Keywords: Central nervous system abscess, multiple, tuberculoma
How to cite this article: Kumarasamy PS, Stuart JD, Mohamed MA, Sundararajan P. Central nervous system tubercular abscess masquerading as intracranial space-occupying lesion. Int J Mycobacteriol 2022;11:214-6 |
How to cite this URL: Kumarasamy PS, Stuart JD, Mohamed MA, Sundararajan P. Central nervous system tubercular abscess masquerading as intracranial space-occupying lesion. Int J Mycobacteriol [serial online] 2022 [cited 2022 Jul 6];11:214-6. Available from: https://www.ijmyco.org/text.asp?2022/11/2/214/347517 |
Introduction | |  |
Tuberculosis (TB) is caused by Mycobacterium tuberculosis which is a major cause of death worldwide.

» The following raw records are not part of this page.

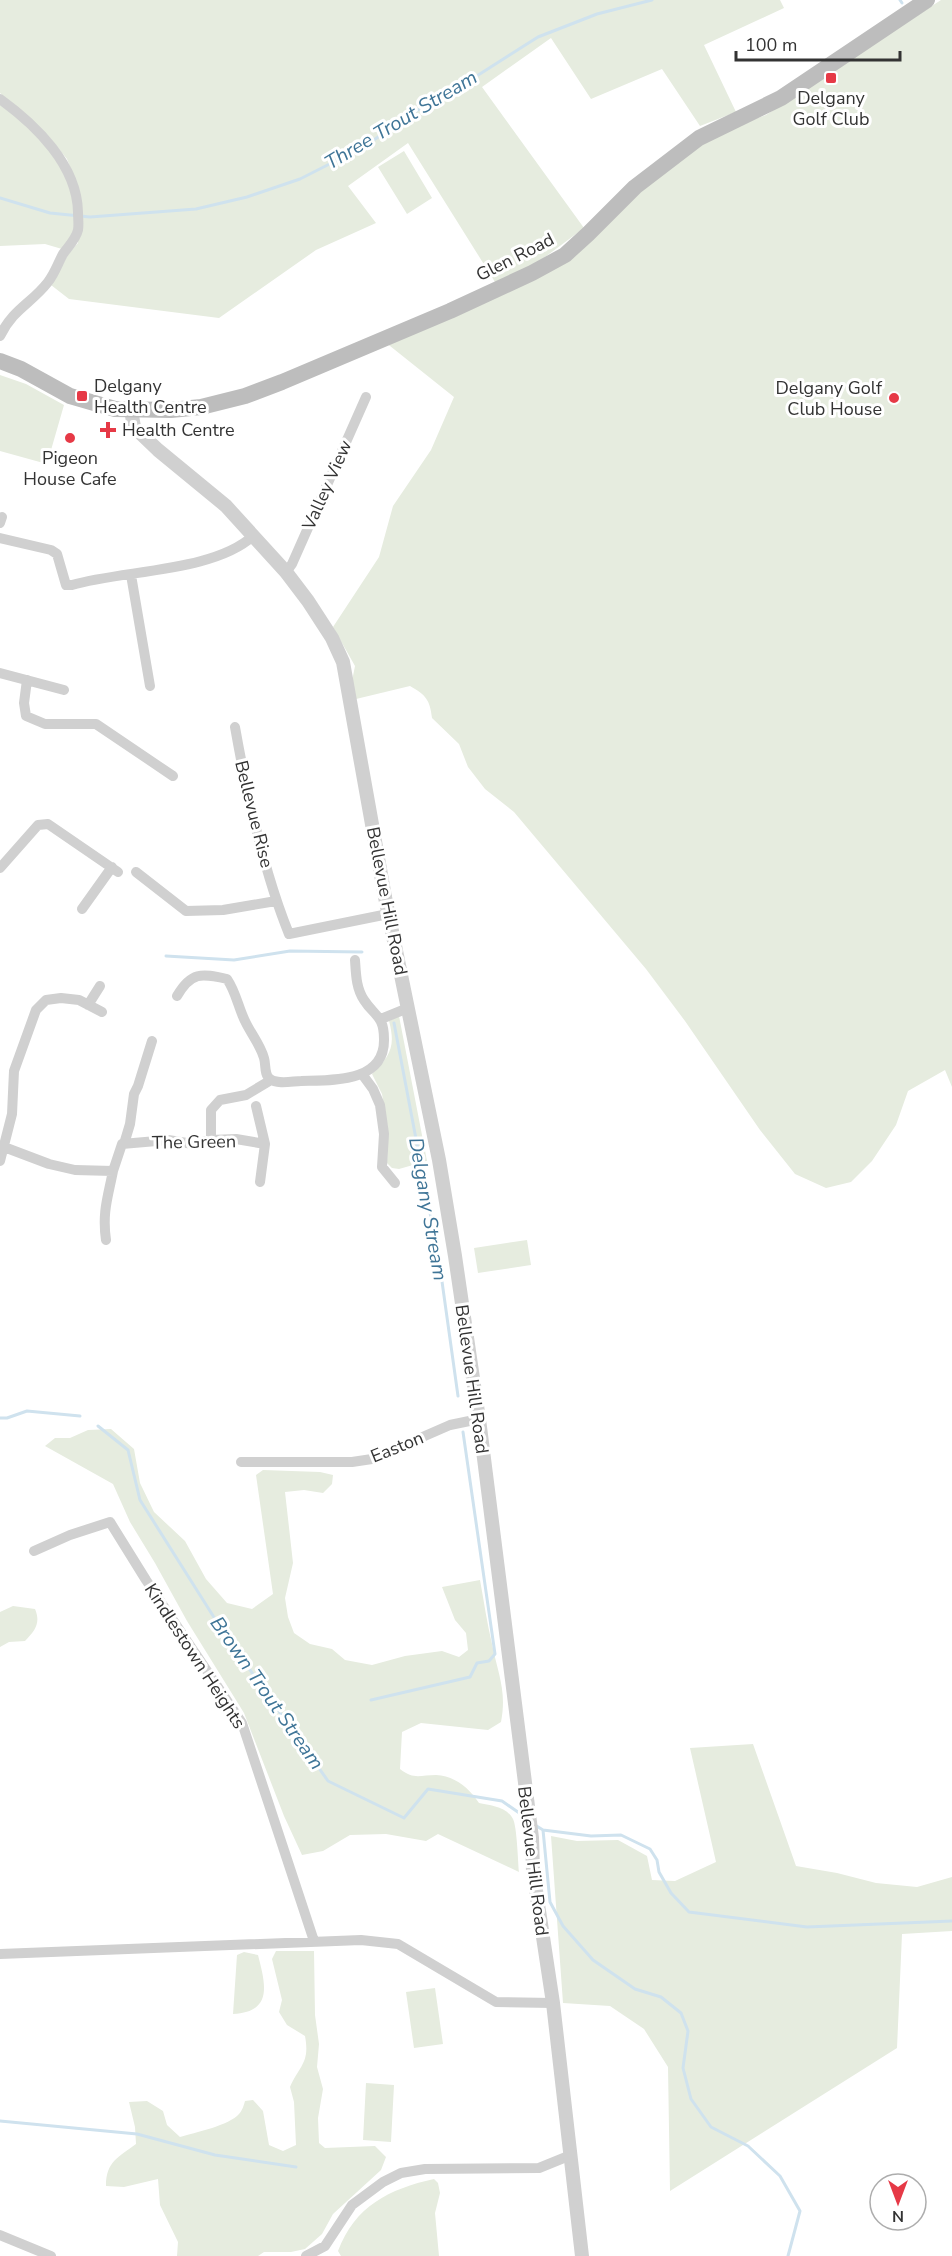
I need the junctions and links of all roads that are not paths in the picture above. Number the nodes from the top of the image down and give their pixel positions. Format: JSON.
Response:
{"nodes":[{"id":1,"x":927,"y":0,"type":"edge"},
{"id":2,"x":0,"y":99,"type":"edge"},
{"id":3,"x":0,"y":336,"type":"edge"},
{"id":4,"x":0,"y":361,"type":"edge"},
{"id":5,"x":366,"y":397,"type":"dead end"},
{"id":6,"x":131,"y":410,"type":"junction"},
{"id":7,"x":252,"y":536,"type":"junction"},
{"id":8,"x":0,"y":538,"type":"edge"},
{"id":9,"x":286,"y":572,"type":"junction"},
{"id":10,"x":131,"y":575,"type":"junction"},
{"id":11,"x":0,"y":673,"type":"edge"},
{"id":12,"x":27,"y":680,"type":"junction"},
{"id":13,"x":150,"y":686,"type":"dead end"},
{"id":14,"x":64,"y":690,"type":"dead end"},
{"id":15,"x":235,"y":727,"type":"dead end"},
{"id":16,"x":173,"y":776,"type":"dead end"},
{"id":17,"x":0,"y":868,"type":"edge"},
{"id":18,"x":136,"y":872,"type":"dead end"},
{"id":19,"x":276,"y":901,"type":"junction"},
{"id":20,"x":82,"y":909,"type":"dead end"},
{"id":21,"x":388,"y":914,"type":"junction"},
{"id":22,"x":355,"y":960,"type":"dead end"},
{"id":23,"x":100,"y":986,"type":"dead end"},
{"id":24,"x":177,"y":996,"type":"dead end"},
{"id":25,"x":88,"y":1005,"type":"junction"},
{"id":26,"x":408,"y":1008,"type":"junction"},
{"id":27,"x":102,"y":1012,"type":"dead end"},
{"id":28,"x":381,"y":1019,"type":"junction"},
{"id":29,"x":152,"y":1041,"type":"dead end"},
{"id":30,"x":362,"y":1074,"type":"junction"},
{"id":31,"x":271,"y":1080,"type":"junction"},
{"id":32,"x":256,"y":1106,"type":"dead end"},
{"id":33,"x":211,"y":1140,"type":"junction"},
{"id":34,"x":124,"y":1144,"type":"junction"},
{"id":35,"x":265,"y":1144,"type":"junction"},
{"id":36,"x":4,"y":1147,"type":"junction"},
{"id":37,"x":0,"y":1161,"type":"edge"},
{"id":38,"x":112,"y":1171,"type":"junction"},
{"id":39,"x":260,"y":1182,"type":"dead end"},
{"id":40,"x":395,"y":1183,"type":"dead end"},
{"id":41,"x":106,"y":1240,"type":"dead end"},
{"id":42,"x":479,"y":1419,"type":"junction"},
{"id":43,"x":241,"y":1462,"type":"dead end"},
{"id":44,"x":34,"y":1551,"type":"dead end"},
{"id":45,"x":314,"y":1941,"type":"junction"},
{"id":46,"x":0,"y":1954,"type":"edge"},
{"id":47,"x":553,"y":2003,"type":"junction"},
{"id":48,"x":571,"y":2156,"type":"junction"},
{"id":49,"x":0,"y":2235,"type":"edge"},
{"id":50,"x":51,"y":2256,"type":"edge"},
{"id":51,"x":306,"y":2256,"type":"edge"},
{"id":52,"x":582,"y":2256,"type":"edge"}],
"edges":[{"from":1,"to":6,"type":"main road","name":"Glen Road"},
{"from":2,"to":3,"type":"street"},
{"from":4,"to":6,"type":"main road","name":"Glen Road"},
{"from":5,"to":9,"type":"street","name":"Valley View"},
{"from":6,"to":7,"type":"street","name":"Bellevue Hill Road"},
{"from":7,"to":9,"type":"street","name":"Bellevue Hill Road"},
{"from":7,"to":10,"type":"street"},
{"from":8,"to":10,"type":"street"},
{"from":9,"to":21,"type":"street","name":"Bellevue Hill Road"},
{"from":10,"to":13,"type":"street"},
{"from":11,"to":12,"type":"street"},
{"from":12,"to":14,"type":"street"},
{"from":12,"to":16,"type":"street"},
{"from":15,"to":19,"type":"street","name":"Bellevue Rise"},
{"from":17,"to":20,"type":"street"},
{"from":18,"to":19,"type":"street"},
{"from":19,"to":21,"type":"street","name":"Bellevue Rise"},
{"from":21,"to":26,"type":"street","name":"Bellevue Hill Road"},
{"from":22,"to":28,"type":"street"},
{"from":23,"to":25,"type":"street"},
{"from":24,"to":31,"type":"street"},
{"from":25,"to":27,"type":"street"},
{"from":25,"to":36,"type":"street"},
{"from":26,"to":28,"type":"street"},
{"from":26,"to":42,"type":"street","name":"Bellevue Hill Road"},
{"from":28,"to":30,"type":"street"},
{"from":29,"to":34,"type":"street","name":"The Green"},
{"from":30,"to":31,"type":"street"},
{"from":30,"to":40,"type":"street"},
{"from":31,"to":33,"type":"street"},
{"from":32,"to":35,"type":"street","name":"The Green"},
{"from":33,"to":34,"type":"street","name":"The Green"},
{"from":33,"to":35,"type":"street","name":"The Green"},
{"from":34,"to":38,"type":"street","name":"The Green"},
{"from":35,"to":39,"type":"street","name":"The Green"},
{"from":36,"to":37,"type":"street"},
{"from":36,"to":38,"type":"street"},
{"from":38,"to":41,"type":"street","name":"The Green"},
{"from":42,"to":43,"type":"street","name":"Easton"},
{"from":42,"to":47,"type":"street","name":"Bellevue Hill Road"},
{"from":44,"to":45,"type":"street","name":"Kindlestown Heights"},
{"from":45,"to":46,"type":"street"},
{"from":45,"to":47,"type":"street"},
{"from":47,"to":48,"type":"street","name":"Bellevue Hill Road"},
{"from":48,"to":51,"type":"street"},
{"from":48,"to":52,"type":"street","name":"Bellevue Hill Road"},
{"from":49,"to":50,"type":"street"}]}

This disease primarily affects lungs, and extrapulomonary involvement is noted in 20% and its incidence increasing.[1] Central nervous system (CNS) tuberculosis is a devastating manifestation presenting as meningitis, cerebritis, and tuberculous abscesses or tuberculomas. Intracranial tuberculomas are the least common presentation of CNS TB, found in 1% of cases.[2] They are multiple in 15%–33% of the cases.[3] Miserably, clinical manifestations of CNS tuberculosis are nonspecific and definite evidence of systemic tuberculosis may be absent in up to 70% of cases.[4] Here, we report a case of multiple CNS tuberculoma with cerebral abscess.
Case Report | |  |
Day 1
A 37-year-old female presented with complaints of headache for 1 week. She had one episode of giddiness, became restless, and brought for further evaluation and management. She is not a known diabetic, hypertensive, or asthmatic. She had a history of spinal tuberculosis 4 months back, with irregular antituberculous therapy. On examination, Glasgow Coma Scale was 11/15 (eyeopening – 2, verbal response – 4, motor response – 5), bilateral pupils – equal and reacting to light, vitals – stable, CNS – higher mental function was within the normal limits, able to move all four limbs, other systems – normal, laboratory investigations – total cell count of 8800 with neutrophilic predominance, hemoglobin – 11 g/dL, erythrocyte sedimentation rate – 10 mm in half an hour and 21 mm in 1 h, INR – 1.08, liver and renal profile – within the normal limits. HIV, hepatitis B, hepatitis C – negative, reverse transcription-polymerase chain reaction (RT-PCR) for COVID-19 was negative.
Computed tomography - Brain (plain)
- Well-defined hypodense lesion noted in left temporal lobe with minimal mass effect and edema.
Computed tomography - Abdomen
- Right obturator internus, right piriformis, and iliacus muscle appear bulky and show internal hypodense collection. Hypodense presacral collection – infective/granulomatous lesion.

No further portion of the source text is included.